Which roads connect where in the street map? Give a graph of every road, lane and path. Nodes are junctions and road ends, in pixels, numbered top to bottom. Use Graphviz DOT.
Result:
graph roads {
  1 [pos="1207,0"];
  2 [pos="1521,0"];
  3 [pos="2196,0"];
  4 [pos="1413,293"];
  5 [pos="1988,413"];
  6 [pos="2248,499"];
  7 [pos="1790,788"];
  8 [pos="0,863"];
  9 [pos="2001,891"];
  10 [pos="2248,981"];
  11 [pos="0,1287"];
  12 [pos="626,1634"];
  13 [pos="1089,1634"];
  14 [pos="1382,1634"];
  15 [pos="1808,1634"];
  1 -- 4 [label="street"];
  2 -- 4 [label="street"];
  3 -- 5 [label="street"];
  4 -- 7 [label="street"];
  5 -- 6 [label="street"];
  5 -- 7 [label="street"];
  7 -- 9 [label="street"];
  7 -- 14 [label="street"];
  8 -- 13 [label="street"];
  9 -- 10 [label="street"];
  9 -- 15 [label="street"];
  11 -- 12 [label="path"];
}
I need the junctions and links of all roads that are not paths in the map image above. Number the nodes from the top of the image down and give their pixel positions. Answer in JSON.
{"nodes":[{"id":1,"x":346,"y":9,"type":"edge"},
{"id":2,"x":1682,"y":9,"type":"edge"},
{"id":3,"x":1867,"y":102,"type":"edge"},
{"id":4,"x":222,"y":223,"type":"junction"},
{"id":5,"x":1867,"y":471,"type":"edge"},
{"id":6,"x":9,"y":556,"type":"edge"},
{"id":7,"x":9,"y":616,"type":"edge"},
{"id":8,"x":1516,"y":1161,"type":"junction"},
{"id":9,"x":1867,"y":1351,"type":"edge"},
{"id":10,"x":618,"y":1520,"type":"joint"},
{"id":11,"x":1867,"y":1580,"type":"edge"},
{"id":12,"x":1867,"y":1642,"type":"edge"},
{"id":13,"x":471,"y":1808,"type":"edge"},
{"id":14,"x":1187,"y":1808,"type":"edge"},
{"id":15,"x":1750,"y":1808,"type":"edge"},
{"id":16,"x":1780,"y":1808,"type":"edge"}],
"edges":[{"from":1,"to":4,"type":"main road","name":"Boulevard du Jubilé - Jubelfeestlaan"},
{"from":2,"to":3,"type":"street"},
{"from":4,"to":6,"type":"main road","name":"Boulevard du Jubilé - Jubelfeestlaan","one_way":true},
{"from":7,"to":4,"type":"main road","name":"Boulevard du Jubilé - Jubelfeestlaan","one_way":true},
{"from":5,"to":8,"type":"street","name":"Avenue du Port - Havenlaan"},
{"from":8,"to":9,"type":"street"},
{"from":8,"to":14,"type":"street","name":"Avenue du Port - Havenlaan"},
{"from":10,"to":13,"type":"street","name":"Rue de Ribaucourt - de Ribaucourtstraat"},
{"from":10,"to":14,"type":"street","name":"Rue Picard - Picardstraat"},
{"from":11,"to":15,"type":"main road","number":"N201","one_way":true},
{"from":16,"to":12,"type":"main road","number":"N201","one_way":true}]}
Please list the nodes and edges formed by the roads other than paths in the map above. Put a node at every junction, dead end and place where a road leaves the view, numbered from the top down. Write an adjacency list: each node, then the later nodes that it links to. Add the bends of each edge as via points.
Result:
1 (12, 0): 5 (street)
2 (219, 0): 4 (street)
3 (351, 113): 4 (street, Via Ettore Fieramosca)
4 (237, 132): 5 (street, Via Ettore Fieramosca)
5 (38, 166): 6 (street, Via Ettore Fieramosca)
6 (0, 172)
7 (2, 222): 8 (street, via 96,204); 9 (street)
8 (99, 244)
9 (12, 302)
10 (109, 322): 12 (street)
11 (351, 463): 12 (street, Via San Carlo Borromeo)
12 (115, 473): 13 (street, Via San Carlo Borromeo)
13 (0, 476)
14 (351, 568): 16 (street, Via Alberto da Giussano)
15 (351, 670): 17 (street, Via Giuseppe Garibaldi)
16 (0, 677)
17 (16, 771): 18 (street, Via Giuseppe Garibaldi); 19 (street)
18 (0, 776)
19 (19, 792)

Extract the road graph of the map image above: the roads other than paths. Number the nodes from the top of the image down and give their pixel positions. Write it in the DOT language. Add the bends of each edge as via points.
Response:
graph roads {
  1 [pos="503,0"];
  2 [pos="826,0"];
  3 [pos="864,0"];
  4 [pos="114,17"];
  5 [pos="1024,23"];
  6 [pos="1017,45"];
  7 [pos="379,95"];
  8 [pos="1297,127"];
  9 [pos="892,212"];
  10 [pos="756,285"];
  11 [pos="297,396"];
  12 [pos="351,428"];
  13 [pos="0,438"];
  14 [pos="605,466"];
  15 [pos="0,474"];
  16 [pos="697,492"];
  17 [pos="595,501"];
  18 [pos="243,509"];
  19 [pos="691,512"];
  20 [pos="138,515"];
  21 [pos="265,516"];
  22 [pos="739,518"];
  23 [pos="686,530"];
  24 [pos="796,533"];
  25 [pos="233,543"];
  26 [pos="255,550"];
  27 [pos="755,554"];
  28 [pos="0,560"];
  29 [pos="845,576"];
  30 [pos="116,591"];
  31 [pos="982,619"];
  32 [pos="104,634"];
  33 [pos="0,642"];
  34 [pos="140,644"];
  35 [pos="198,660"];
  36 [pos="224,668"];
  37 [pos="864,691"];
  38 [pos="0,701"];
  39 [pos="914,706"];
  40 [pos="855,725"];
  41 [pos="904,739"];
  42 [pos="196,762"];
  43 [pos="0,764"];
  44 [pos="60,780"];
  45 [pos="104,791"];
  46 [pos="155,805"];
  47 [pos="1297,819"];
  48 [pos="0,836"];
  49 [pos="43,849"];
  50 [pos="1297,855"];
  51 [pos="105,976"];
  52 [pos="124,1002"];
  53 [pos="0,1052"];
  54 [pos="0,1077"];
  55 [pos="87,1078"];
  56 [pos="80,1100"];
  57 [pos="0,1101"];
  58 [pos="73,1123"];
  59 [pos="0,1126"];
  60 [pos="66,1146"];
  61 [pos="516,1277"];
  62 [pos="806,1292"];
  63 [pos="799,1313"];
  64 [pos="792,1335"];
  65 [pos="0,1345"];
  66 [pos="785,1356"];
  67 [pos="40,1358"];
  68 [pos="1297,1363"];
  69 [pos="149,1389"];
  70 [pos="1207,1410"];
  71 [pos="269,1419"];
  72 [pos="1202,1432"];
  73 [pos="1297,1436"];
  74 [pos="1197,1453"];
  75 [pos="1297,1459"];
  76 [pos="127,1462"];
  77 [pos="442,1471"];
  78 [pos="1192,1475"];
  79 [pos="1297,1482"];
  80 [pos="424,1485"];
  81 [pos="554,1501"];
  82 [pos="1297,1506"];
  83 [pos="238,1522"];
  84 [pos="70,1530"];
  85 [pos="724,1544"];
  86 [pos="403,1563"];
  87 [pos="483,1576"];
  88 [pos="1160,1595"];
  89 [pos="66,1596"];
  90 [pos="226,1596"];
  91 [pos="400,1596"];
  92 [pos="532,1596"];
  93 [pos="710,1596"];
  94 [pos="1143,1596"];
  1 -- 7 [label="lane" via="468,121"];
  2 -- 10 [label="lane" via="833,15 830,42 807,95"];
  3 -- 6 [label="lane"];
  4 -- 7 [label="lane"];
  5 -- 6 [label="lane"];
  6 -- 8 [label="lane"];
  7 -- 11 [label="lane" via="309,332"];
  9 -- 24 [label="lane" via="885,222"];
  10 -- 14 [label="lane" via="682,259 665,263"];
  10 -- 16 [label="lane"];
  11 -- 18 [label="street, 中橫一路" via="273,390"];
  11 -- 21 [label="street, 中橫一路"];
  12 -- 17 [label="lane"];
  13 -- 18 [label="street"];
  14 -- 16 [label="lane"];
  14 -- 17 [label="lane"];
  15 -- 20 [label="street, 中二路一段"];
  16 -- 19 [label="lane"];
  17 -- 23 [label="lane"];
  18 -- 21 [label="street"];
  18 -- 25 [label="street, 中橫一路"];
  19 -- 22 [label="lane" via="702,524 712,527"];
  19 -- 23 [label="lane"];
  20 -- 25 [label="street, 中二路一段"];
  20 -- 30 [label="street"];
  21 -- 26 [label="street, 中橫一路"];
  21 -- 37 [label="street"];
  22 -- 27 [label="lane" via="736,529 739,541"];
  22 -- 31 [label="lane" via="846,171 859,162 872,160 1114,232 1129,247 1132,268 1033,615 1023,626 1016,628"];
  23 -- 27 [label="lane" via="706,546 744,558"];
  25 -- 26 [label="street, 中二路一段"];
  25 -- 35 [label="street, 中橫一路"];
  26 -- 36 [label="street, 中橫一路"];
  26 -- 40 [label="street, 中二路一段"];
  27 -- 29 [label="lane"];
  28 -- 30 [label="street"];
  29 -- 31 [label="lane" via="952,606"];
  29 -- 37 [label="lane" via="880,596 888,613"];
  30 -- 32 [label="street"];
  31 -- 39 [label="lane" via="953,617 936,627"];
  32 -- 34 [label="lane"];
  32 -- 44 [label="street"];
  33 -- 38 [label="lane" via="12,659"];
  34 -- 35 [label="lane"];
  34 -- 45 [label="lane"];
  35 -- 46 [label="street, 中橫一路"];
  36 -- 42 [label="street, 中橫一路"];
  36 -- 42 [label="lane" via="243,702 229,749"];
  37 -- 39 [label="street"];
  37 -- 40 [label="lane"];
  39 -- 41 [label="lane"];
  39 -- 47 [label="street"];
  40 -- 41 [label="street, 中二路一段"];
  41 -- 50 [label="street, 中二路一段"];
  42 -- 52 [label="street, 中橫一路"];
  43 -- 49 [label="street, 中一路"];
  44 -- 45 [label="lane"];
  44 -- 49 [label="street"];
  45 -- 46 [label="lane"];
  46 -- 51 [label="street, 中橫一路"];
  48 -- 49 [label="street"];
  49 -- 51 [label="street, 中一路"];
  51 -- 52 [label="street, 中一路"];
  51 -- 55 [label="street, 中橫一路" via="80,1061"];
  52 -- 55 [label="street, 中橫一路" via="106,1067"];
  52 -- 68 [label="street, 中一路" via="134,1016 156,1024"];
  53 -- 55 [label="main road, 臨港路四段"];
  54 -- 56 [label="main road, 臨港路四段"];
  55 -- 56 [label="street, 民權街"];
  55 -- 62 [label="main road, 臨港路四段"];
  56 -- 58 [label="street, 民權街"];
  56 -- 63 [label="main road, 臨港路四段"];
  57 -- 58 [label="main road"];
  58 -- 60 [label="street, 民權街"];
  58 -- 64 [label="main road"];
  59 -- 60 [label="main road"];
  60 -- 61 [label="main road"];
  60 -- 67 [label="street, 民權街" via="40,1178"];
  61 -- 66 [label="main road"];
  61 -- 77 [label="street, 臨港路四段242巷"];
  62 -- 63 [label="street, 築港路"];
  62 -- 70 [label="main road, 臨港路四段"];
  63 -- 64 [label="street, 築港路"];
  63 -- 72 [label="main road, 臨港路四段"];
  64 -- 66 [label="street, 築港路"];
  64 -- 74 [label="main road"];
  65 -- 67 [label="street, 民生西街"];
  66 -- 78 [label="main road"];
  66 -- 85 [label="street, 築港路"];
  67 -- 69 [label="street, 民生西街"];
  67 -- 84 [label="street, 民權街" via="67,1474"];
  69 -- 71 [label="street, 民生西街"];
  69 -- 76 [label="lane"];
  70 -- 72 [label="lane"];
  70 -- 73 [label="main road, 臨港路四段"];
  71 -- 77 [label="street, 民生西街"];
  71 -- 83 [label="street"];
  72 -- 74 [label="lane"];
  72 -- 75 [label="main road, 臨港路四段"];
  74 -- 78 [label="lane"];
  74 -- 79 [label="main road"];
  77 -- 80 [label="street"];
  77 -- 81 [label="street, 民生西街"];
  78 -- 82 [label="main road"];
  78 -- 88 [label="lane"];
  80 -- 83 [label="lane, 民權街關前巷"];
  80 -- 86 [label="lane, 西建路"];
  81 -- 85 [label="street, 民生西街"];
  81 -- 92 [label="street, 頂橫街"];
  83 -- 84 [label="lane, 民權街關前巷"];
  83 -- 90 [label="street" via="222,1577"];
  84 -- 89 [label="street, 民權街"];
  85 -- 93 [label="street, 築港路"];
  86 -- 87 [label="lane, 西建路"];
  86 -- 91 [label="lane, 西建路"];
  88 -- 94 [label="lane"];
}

• • • •

▶ **Exercise**:
Pick out, from the lines above, every one that contains the string "Giuseppe".

▶ **Exercise result**:
15 (351, 670): 17 (street, Via Giuseppe Garibaldi)
17 (16, 771): 18 (street, Via Giuseppe Garibaldi); 19 (street)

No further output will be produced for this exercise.